Раньше, чтобы поступить в подготовительный класс музыкальной школы, надо было пройти очень большой конкурс. Сейчас туда берут почти всех, к сожалению. С одной стороны, это хорошо, конечно. Но ведь приходят очень разные дети, и многие после 1-2 класса перестают учиться: обнаруживается, что у них ни способности, ни желания нет.

#важные люди

В Школу искусств номер 1 я поступил с «пятёркой». За один год пальцы у меня, видимо, чуть-чуть подросли. Особенно же подросло моё слуховое восприятие гармонии и полифонии. Я свободно мог отличить и напеть аккорды из 5-6 звуков. По классу фортепиано я занимался у Ольги Юрьевны Гавриш, а сочинением — у Анетты Владимировны Кабальскитте. Она — замечательный человек, который ввёл меня в курс того, какой должна быть современная музыка, причём детская, что очень важно.

#сочинительство

Анетта Владимировна мне очень помогла в своё время. Равно как и Ольга Юрьевна, благодаря которой я научился переживать музыку. Ведь сочинять музыку, но не переживать её — всё равно, что жить в семье с человеком и относиться к нему как к предмету интерьера. И умение переживать помогало мне понимать то, какой должна быть музыка, когда я сочинял. Если ты пишешь музыку, а она никого не трогает, это не интересно. Анетта Владимировна всегда говорила, что если мелодия скучная, то лучше вообще не писать. Действительно, у меня есть детские сочинения, которые можно было не писать. В то же время, есть и симпатичные, как мне кажется.
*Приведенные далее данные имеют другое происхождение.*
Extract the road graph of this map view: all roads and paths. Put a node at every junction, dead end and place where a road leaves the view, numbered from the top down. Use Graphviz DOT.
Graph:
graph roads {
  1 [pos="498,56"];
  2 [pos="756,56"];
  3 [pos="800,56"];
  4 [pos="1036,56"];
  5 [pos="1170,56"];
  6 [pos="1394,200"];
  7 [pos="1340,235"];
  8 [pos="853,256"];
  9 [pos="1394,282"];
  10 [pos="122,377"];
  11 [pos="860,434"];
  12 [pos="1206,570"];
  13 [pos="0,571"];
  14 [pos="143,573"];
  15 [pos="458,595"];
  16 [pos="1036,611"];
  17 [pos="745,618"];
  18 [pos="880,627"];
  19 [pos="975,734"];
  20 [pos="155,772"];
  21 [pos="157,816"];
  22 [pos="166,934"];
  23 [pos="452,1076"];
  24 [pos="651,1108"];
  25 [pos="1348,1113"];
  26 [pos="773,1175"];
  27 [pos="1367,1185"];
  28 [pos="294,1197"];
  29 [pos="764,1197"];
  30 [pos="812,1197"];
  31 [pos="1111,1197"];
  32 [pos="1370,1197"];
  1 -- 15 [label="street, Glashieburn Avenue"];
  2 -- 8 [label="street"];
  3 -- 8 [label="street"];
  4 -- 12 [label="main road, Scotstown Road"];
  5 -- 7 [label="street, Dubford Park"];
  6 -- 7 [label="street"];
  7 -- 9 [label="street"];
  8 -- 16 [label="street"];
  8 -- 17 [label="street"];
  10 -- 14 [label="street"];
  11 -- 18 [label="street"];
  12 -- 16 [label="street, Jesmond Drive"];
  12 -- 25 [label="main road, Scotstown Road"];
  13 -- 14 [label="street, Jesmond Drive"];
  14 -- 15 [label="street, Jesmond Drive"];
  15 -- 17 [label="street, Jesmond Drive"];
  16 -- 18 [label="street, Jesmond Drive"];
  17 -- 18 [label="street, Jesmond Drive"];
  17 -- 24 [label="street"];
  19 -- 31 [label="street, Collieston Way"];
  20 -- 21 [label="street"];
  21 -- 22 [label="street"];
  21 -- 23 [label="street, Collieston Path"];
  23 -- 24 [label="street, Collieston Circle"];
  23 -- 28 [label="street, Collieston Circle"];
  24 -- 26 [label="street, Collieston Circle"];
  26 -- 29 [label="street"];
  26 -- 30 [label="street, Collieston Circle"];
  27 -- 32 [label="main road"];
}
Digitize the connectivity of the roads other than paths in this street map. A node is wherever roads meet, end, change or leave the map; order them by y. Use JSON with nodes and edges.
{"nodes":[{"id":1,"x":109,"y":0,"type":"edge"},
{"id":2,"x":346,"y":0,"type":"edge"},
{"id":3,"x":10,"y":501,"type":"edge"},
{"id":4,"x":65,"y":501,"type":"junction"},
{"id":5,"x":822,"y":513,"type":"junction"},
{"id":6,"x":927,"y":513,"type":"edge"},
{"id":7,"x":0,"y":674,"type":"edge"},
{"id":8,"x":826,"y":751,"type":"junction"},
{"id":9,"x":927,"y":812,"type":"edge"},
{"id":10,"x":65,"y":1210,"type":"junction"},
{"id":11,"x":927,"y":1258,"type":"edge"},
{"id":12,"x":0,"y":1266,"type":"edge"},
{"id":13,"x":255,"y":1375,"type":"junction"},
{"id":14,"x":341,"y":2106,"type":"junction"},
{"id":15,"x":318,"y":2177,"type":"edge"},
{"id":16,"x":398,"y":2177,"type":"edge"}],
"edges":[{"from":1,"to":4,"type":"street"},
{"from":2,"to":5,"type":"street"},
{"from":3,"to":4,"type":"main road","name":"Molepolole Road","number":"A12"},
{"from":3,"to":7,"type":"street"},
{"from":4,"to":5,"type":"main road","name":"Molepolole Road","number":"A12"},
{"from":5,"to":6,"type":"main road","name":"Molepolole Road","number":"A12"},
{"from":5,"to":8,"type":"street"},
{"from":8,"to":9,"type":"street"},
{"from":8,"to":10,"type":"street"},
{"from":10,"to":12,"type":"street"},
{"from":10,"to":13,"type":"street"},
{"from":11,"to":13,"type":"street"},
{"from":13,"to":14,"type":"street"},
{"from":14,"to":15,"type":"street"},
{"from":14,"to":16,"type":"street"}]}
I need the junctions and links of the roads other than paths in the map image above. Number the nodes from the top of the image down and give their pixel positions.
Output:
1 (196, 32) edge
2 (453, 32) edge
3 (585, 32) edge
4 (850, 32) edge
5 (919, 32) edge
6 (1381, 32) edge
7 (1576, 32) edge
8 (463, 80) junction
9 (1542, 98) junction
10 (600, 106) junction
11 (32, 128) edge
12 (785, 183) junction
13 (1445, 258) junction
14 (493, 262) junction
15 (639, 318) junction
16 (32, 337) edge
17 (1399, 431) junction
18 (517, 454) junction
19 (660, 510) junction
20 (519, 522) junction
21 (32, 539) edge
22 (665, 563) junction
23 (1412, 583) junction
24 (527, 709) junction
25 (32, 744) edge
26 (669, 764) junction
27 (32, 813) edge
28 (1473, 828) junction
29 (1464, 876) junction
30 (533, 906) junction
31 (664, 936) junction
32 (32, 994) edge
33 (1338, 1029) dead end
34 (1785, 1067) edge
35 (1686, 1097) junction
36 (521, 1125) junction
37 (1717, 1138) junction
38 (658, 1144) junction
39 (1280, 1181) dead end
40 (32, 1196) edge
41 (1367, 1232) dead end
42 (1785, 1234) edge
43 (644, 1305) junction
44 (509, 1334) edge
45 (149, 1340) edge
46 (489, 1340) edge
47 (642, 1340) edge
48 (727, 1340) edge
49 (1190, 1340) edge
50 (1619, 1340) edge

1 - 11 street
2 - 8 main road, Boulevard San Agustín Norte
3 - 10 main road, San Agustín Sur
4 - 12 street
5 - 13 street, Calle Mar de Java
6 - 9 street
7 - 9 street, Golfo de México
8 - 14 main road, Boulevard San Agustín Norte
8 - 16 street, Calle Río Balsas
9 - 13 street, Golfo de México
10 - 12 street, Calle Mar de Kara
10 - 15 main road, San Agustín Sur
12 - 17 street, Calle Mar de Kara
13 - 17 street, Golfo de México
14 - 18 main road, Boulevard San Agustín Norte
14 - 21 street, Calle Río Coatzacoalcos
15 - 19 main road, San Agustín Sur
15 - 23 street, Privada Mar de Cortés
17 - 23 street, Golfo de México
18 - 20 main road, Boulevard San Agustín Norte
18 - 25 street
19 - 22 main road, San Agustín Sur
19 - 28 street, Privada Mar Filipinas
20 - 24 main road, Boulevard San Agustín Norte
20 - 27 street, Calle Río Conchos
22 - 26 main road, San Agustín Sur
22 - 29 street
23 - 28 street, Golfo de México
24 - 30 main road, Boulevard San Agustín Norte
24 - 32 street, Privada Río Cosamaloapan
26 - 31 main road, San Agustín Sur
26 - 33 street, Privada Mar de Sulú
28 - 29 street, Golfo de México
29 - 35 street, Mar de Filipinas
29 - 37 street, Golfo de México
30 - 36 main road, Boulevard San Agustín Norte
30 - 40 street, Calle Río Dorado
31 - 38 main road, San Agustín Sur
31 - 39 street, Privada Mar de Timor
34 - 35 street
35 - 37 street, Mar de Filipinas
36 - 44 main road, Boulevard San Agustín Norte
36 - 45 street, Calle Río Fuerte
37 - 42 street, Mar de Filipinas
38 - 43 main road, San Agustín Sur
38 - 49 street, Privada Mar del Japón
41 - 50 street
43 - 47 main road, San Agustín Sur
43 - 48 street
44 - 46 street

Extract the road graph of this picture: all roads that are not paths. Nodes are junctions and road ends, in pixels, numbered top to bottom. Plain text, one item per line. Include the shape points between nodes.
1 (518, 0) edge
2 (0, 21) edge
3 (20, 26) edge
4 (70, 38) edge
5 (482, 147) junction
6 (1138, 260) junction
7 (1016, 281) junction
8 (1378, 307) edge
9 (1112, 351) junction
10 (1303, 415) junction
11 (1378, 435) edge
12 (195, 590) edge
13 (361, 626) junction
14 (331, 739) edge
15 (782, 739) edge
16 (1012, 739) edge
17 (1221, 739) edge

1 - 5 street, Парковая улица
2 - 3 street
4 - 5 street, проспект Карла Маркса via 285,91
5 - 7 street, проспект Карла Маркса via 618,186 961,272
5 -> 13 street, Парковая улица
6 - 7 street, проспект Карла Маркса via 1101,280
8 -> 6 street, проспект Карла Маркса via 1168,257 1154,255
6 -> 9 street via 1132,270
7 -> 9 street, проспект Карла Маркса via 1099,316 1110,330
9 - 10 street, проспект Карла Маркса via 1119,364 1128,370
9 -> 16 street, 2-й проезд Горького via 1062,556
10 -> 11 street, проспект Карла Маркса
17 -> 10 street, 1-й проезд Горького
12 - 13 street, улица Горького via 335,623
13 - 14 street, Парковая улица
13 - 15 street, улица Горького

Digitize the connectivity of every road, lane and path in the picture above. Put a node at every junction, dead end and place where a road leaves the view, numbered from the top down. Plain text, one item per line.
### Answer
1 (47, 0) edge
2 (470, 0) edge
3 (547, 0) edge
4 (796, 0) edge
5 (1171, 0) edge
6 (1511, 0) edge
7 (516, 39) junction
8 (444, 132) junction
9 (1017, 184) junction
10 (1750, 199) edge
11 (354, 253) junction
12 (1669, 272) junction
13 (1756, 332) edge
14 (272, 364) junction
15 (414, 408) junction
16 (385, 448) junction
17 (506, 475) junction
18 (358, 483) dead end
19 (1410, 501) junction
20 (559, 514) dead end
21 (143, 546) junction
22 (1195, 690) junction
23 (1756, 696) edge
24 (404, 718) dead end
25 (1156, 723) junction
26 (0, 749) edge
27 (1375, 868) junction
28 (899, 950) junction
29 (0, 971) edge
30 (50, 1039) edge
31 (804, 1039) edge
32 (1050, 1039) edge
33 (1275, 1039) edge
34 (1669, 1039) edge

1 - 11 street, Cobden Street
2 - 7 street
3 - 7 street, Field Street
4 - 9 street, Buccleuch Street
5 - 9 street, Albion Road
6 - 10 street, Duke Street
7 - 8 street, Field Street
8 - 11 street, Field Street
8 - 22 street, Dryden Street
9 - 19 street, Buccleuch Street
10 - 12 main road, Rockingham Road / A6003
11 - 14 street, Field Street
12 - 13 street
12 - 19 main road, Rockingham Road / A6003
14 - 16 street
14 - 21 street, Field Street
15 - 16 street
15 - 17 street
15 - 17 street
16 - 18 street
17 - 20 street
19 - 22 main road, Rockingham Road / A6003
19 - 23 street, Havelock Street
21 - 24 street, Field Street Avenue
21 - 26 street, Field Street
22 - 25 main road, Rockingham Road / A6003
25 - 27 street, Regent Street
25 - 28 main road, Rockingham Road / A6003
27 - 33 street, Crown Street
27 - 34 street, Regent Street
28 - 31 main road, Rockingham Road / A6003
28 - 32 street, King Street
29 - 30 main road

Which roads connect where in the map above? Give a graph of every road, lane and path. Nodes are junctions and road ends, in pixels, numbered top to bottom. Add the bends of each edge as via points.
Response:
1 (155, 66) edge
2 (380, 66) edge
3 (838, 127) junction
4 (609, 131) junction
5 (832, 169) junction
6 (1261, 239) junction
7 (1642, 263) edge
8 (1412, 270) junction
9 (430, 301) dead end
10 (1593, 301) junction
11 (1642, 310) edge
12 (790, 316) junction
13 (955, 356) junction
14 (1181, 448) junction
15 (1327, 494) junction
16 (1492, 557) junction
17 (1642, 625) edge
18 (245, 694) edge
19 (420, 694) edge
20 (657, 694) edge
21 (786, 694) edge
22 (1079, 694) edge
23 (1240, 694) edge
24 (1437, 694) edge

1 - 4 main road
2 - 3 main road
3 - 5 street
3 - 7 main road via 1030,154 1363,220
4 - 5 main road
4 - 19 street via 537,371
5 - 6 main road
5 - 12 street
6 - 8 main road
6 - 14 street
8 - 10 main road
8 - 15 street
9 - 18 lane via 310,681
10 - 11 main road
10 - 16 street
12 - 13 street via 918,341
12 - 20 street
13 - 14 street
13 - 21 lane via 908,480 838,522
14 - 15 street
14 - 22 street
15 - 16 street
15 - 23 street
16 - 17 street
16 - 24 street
До 11 лет я писал всё, что приходило в голову. Потом в моей жизни появился замечательный педагог, Леонид Павлович Клиничев, известный композитор, профессор. Он показал моё место, с профессиональной точки зрения. Он же привнёс и понимание того, что такое работа над произведением, его формой, мелодикой, с чувством меры. Некоторые думают: а что тут сложного, писать музыку? Сел себе и наигрывай. Но импровизация — это полёт мысли, выражение внутреннего настроения в данную секунду. А композиция — это именно сочинение музыки. Оно начинается в голове, а не за инструментом. Я считаю, что лучше писать меньше, но интересней. Вот сейчас у меня есть цикл «12 витражей Шагала». Я в общей сложности написал около 30 композиций, но в цикл вошли именно 12, поскольку вычищение материала — важная задача любого композитора.

#семья

Человек, без которого я бы не стал ни композитором, ни пианистом, — это моя мама. Если бы не она, я бы в лучшем случае занимался сегодня информационными технологиями. Ирина Александровна была настоящим локомотивом моей жизни. Её, к сожалению, уже нет с нами. Я всегда восхищался ею, это ведь уму непостижимо, сколько времени она мне уделила.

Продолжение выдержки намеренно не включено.